Sure, everyone knows Apple’s Mac was disruptive to the traditional PC industry. The same disruption occurred with the iPod, iTunes Music Store, the iPhone and App Store, even iPad and Watch changed the landscape.
Even more disruptive than Apple’s long list of market successes is the damage to traditional industries thanks to the advent of free products. Linux is a free operating system copied from Unix. Android OS, built on Linux, is a free smartphone and tablet operating system that competes against Apple’s iOS. How does a company that sells products manage to be successful against free competitors?
Spotify vs.

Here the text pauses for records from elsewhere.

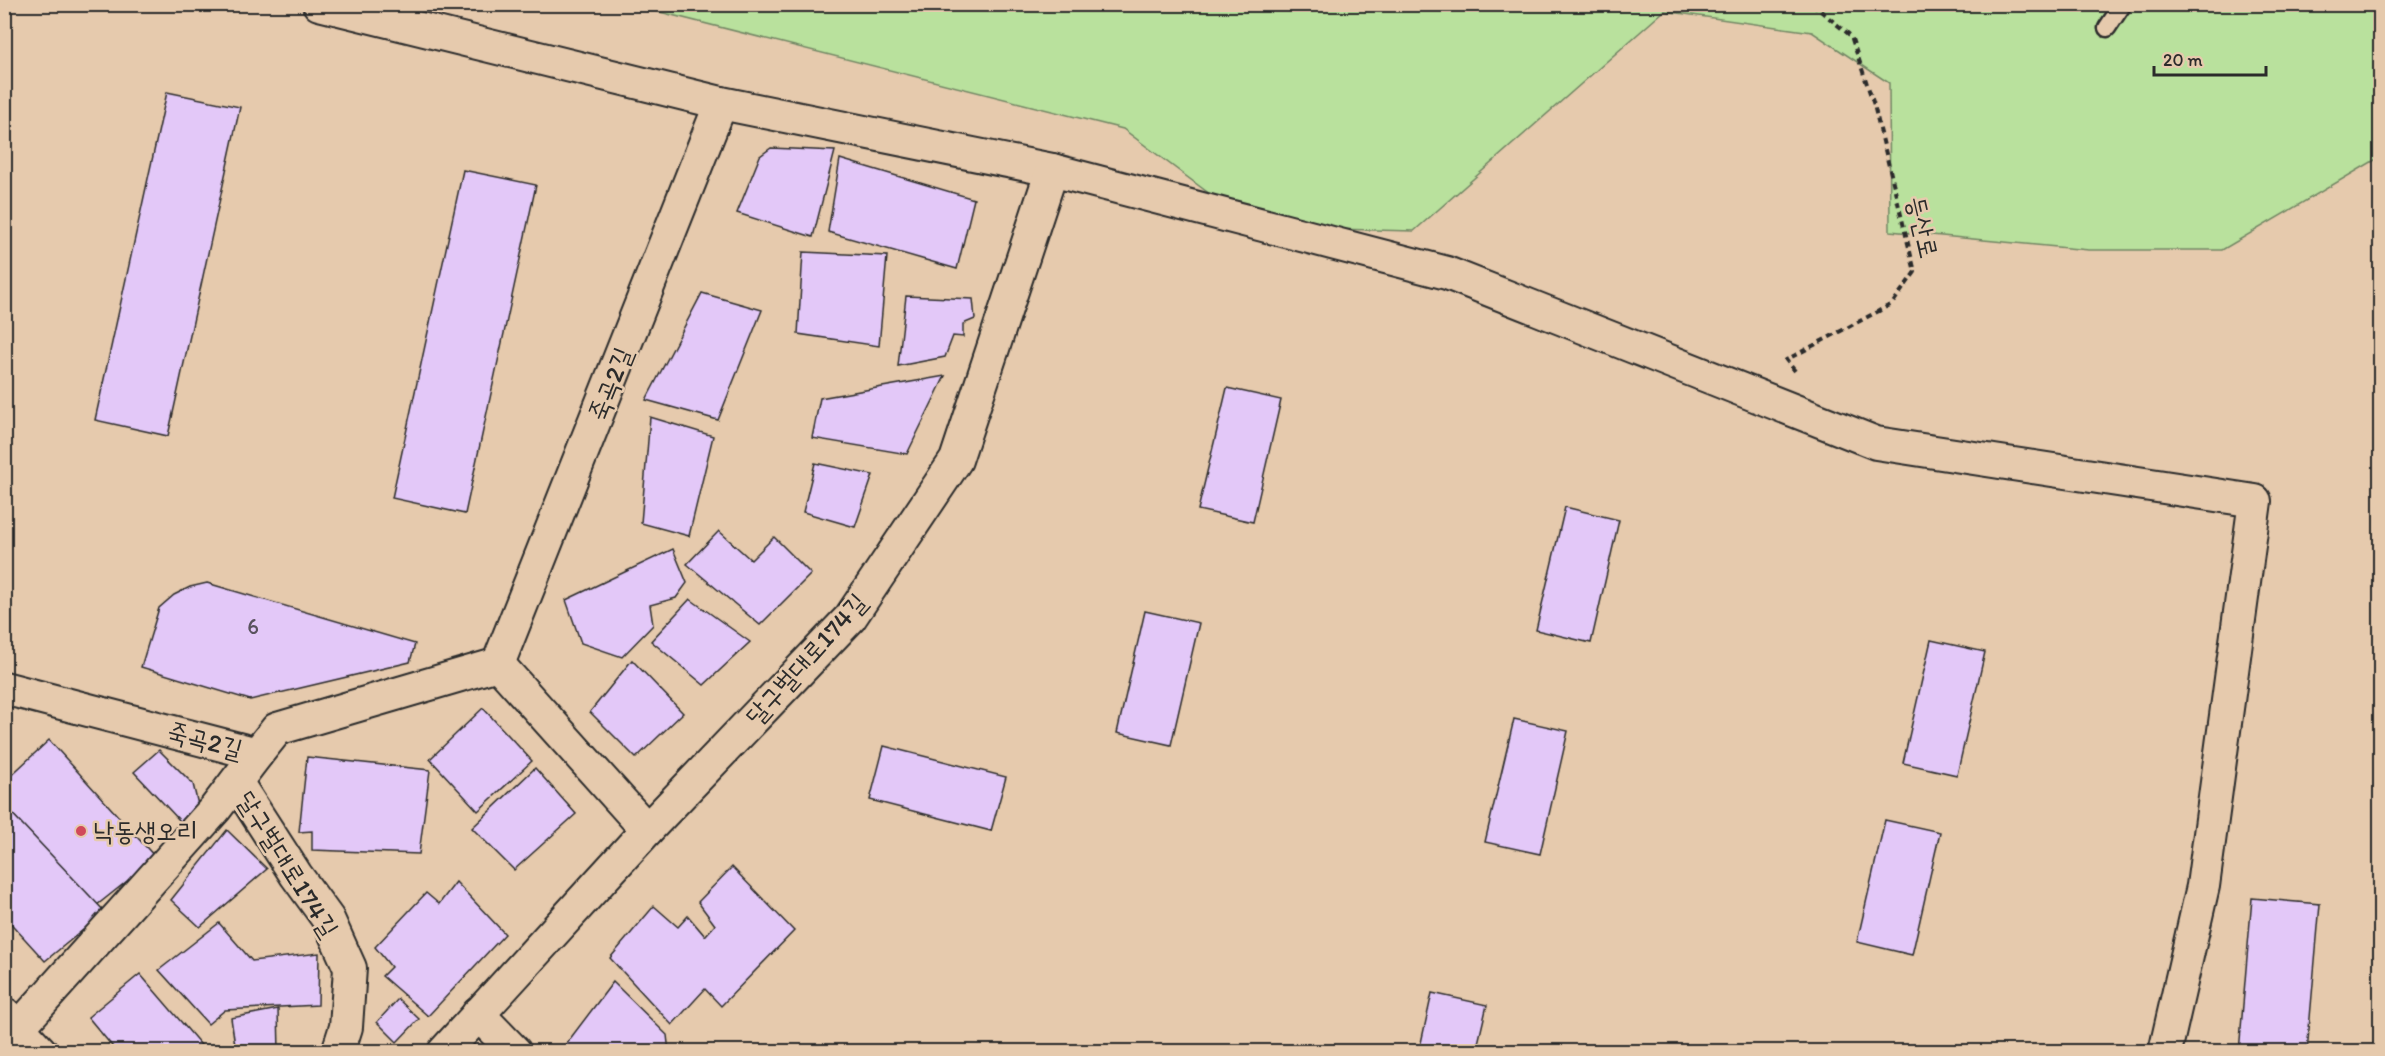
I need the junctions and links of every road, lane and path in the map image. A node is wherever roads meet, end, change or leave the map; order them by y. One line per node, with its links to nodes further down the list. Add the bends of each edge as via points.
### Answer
1 (319, 4): 5 (street)
2 (1812, 4): 7 (path, 등산로, via 1851,36 1874,105 1915,272 1892,304 1786,360)
3 (2123, 4): 4 (lane)
4 (2107, 28)
5 (721, 103): 6 (street); 8 (street, 죽곡2길)
6 (1052, 170): 12 (street, 달구벌대로174길, via 956,460 850,618); 19 (street, via 1447,273 1876,443 2255,501 2203,886)
7 (1798, 374)
8 (498, 664): 10 (street, 죽곡2길, via 277,729); 12 (street)
9 (4, 688): 10 (street, 죽곡2길)
10 (257, 754): 11 (street)
11 (236, 782): 14 (street); 16 (street, 달구벌대로174길, via 328,919 350,968 346,1027)
12 (646, 830): 13 (street, 달구벌대로174길)
13 (478, 1014): 17 (street, 달구벌대로174길); 18 (street)
14 (9, 1029): 15 (street)
15 (41, 1052)
16 (338, 1052)
17 (444, 1052)
18 (515, 1052)
19 (2165, 1052)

Apple Music
10 years into the smartphone revolution ushered in by the iPhone in 2017, Apple has managed to carve out heady profits from every technology product segment where it competes. Mac, iPhone, iPad, Watch, app stores and services, all combine to make Apple not only the mindshare leader, but the industry’s profit leader, marketshare be damned.
How does Apple do that? Hardware. Yes, services at Apple are the fastest growing product segment, but those services are tied to 1-billion or so hardware products in the wild. Without the hardware, the services die on the vine, but because Apple has so many customers who want and need such services, it grows, too.
Apple competes against free from Microsoft, too. No, Windows 10 isn’t free anymore, and it lags macOS and iOS on product market penetration, but Apple competes against traditional PC makers, and most of them sell products with either Windows 10 (free to the customer when purchased with a new device) or Chrome OS, also included free on cheaper Chromebook notebooks.
Apple, a hardware company, competes against products that are free. A free or nearly free operating system means a smartphone or PC manufacturer does not have the costs Apple faces by providing the OS on every product it sells. Apple operates many hundreds of retail stores which provide support. The only close competitor is Microsoft, with a few dozen such stores, all modeled after Apple’s success. Except for the success part.
Apple Music is the new kid on the music streaming subscription service block, and again, the company competes with free. Spotify has a free option. So does Pandora. As of the last count, Spotify has about 40-million paying subscribers to Apple’s 20-million or so, but over 100-million active monthly users, thanks to the free option. Spotify is a freemium service, which means basic services are free. Apple Music has a free three-month trial period before the subscription sets in.
Since business is all about money, you can see why Apple struggles to compete against the free models. Here’s an interesting perspective on Apple’s so-called troubles and the popular doomed meme which prevails among technology journalists. Free doesn’t make much money. Google’s apps and search engine services are free to use, but it’s advertising which pays the freight. It’s a different business model; successful for Google; but nobody else.
Wait. What? Isn’t Samsung profitable? Mildly so, compared to Apple which dominates profitability at every corner; Macs vs. PCs, iPhones vs. Android-based smartphones, iPads vs. Android-based tablets, Apple Watch vs. the entire watch industry, and more– Apple TV, iTunes Music Store, both iOS and Mac App Stores, retail stores… you get the idea, right? As much as critics howl that Apple no longer innovates, no longer produces the best hardware, and no longer dominates (only the iPod dominated; everything else just competes), Apple seems to be positioned where it has been for many years. On top of mindshare and on top of profits.
Yes, it’s a struggle. It ain’t easy competing against free. Can you name a company that does it better?